Most of the tracks were recorded after the release of Greatest Hits, with the addition of two pre-2000 hits that were not on the first album — the No. 1 hits "Not a Moment Too Soon" (1994) and "Everywhere" (1997) — and four new tracks.

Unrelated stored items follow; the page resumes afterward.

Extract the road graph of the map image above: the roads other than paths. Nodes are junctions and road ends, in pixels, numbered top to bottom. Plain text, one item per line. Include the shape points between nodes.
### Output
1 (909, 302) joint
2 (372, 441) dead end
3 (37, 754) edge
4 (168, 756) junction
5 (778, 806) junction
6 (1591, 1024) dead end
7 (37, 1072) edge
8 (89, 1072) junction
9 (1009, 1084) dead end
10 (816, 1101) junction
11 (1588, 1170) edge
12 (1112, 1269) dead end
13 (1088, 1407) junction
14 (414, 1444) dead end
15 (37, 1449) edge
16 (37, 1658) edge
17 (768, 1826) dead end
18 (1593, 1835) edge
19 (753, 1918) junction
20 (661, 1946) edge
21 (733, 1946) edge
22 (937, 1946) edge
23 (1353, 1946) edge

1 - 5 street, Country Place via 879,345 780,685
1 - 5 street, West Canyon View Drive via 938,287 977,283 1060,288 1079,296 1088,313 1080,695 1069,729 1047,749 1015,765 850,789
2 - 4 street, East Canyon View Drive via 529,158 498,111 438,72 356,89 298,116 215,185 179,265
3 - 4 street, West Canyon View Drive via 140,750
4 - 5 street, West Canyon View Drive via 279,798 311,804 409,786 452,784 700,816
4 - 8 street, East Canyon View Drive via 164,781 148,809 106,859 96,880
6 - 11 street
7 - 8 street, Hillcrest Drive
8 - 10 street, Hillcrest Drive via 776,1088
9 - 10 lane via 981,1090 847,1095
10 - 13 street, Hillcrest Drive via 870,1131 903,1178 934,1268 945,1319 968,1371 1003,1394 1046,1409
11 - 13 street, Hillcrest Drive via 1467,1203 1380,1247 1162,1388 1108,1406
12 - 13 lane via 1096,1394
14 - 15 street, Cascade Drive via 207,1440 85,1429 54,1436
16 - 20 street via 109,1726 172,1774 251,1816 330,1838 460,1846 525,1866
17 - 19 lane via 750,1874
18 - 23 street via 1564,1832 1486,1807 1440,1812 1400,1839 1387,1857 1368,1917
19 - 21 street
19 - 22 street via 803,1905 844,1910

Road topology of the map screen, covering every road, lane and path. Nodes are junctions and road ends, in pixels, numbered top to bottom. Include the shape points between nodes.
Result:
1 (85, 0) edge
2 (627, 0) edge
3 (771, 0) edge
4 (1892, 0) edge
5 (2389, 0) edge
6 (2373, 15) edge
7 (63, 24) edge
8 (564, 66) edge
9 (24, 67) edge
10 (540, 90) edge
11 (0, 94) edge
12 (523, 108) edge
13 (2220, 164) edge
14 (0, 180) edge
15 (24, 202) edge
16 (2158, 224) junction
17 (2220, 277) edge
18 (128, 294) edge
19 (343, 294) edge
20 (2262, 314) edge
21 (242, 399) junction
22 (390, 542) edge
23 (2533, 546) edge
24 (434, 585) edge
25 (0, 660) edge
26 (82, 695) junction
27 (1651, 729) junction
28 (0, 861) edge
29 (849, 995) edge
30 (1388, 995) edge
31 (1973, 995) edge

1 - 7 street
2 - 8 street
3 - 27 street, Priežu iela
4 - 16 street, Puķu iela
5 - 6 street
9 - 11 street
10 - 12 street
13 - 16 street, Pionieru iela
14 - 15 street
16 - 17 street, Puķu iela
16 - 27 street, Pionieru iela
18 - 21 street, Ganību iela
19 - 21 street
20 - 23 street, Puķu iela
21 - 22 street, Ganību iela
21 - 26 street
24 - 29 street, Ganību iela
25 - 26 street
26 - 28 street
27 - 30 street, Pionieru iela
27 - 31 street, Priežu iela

The album entered U.S. Billboard 200 chart at number two, selling about 242,000 copies in its first week. It entered Billboard's Top Country Albums chart at number one. On November 14, 2007, the album was certified 2× Platinum in the US.

Professional ratings
Review scores
| Source | Rating |
| Allmusic |  |

==Track listing==

- ^{A} - Previously unreleased.
- ^{B} - Featured in the movie Flicka.

| No. | Title | Writer(s) | Length |
|---|---|---|---|
| 1. | "Live Like You Were Dying" | Tim Nichols, Craig Wiseman | 5:00 |
| 2. | "My Old Friend" | Wiseman, Steve McEwan | 3:38 |
| 3. | "Like We Never Loved at All" (duet with Faith Hill) | John Rich, Vicky McGehee, Scot Sax | 4:17 |
| 4. | "The Cowboy in Me" | Al Anderson, Wiseman, Jeffrey Steele | 4:03 |
| 5. | "When the Stars Go Blue" | Ryan Adams | 3:55^{A} |
| 6. | "Real Good Man" | Rivers Rutherford, George Teren | 4:16 |
| 7. | "She's My Kind of Rain" | Tommy Lee James, Robin Lerner | 4:17 |
| 8. | "Grown Men Don't Cry" | Tom Douglas, Steve Seskin | 3:56 |
| 9. | "Not a Moment Too Soon" | Joe Barnhill, Wayne Perry | 3:48 |
| 10. | "Watch the Wind Blow By" | Anders Osborne, Dylan Altman | 4:37 |
| 11. | "Over and Over" (duet with Nelly) | Tim McGraw, Nelly, Jason Bridges, James D. "Sted Fast" Hargroves II | 4:16 |
| 12. | "Everywhere" | Mike Reid, Wiseman | 4:51 |
| 13. | "Beautiful People" | Wiseman, Chris Lindsey | 4:59^{A} |
| 14. | "Red Ragtop" | Jason White | 4:44 |
| 15. | "My Little Girl" | McGraw, Douglas | 3:39^{A, B} |
| 16. | "I've Got Friends That Do" | McGraw, Brett Beavers, Brad Warren, Brett Warren | 4:13^{A} |

== Personnel ==

Musicians (Tracks 5, 13, 15 & 16)
- Tim McGraw – vocals
- Jeff McMahon – keyboards
- Denny Hemingson – electric guitar, baritone guitar, slide guitar, steel guitar, dobro, Melobar guitar
- Bob Miner – acoustic guitar, banjo, mandolin
- Darran Smith – acoustic guitar, electric guitar
- John Marcus – bass guitar
- Billy Mason – drums
- David Dunkley – percussion
- Dean Brown – fiddle, mandolin
- David Campbell – string arrangements

==Charts==
Reflected: Greatest Hits Vol. 2 entered the US Billboard 200 chart at number two, his ninth top ten debut, and entered the Top Country Albums chart at number one, his eighth number one.

===Weekly charts===

| Chart (2006) | Peak position |
|---|---|
| Australian Albums (ARIA) | 69 |
| Canadian Albums (Billboard) | 3 |
| US Billboard 200 | 2 |
| US Top Country Albums (Billboard) | 1 |

===Year-end charts===

| Chart (2006) | Position |
|---|---|
| US Billboard 200 | 28 |
| US Top Country Albums (Billboard) | 7 |

| Chart (2007) | Position |
|---|---|
| US Billboard 200 | 81 |
| US Top Country Albums (Billboard) | 18 |

| Chart (2008) | Position |
|---|---|
| US Top Country Albums (Billboard) | 62 |

==Sales and certifications==

| Region | Certification | Certified units/sales |
| Canada (Music Canada) | Platinum | 100,000^{^} |
| United States (RIAA) | 2× Platinum | 2,000,000^{^} |
^{^} Shipments figures based on certification alone.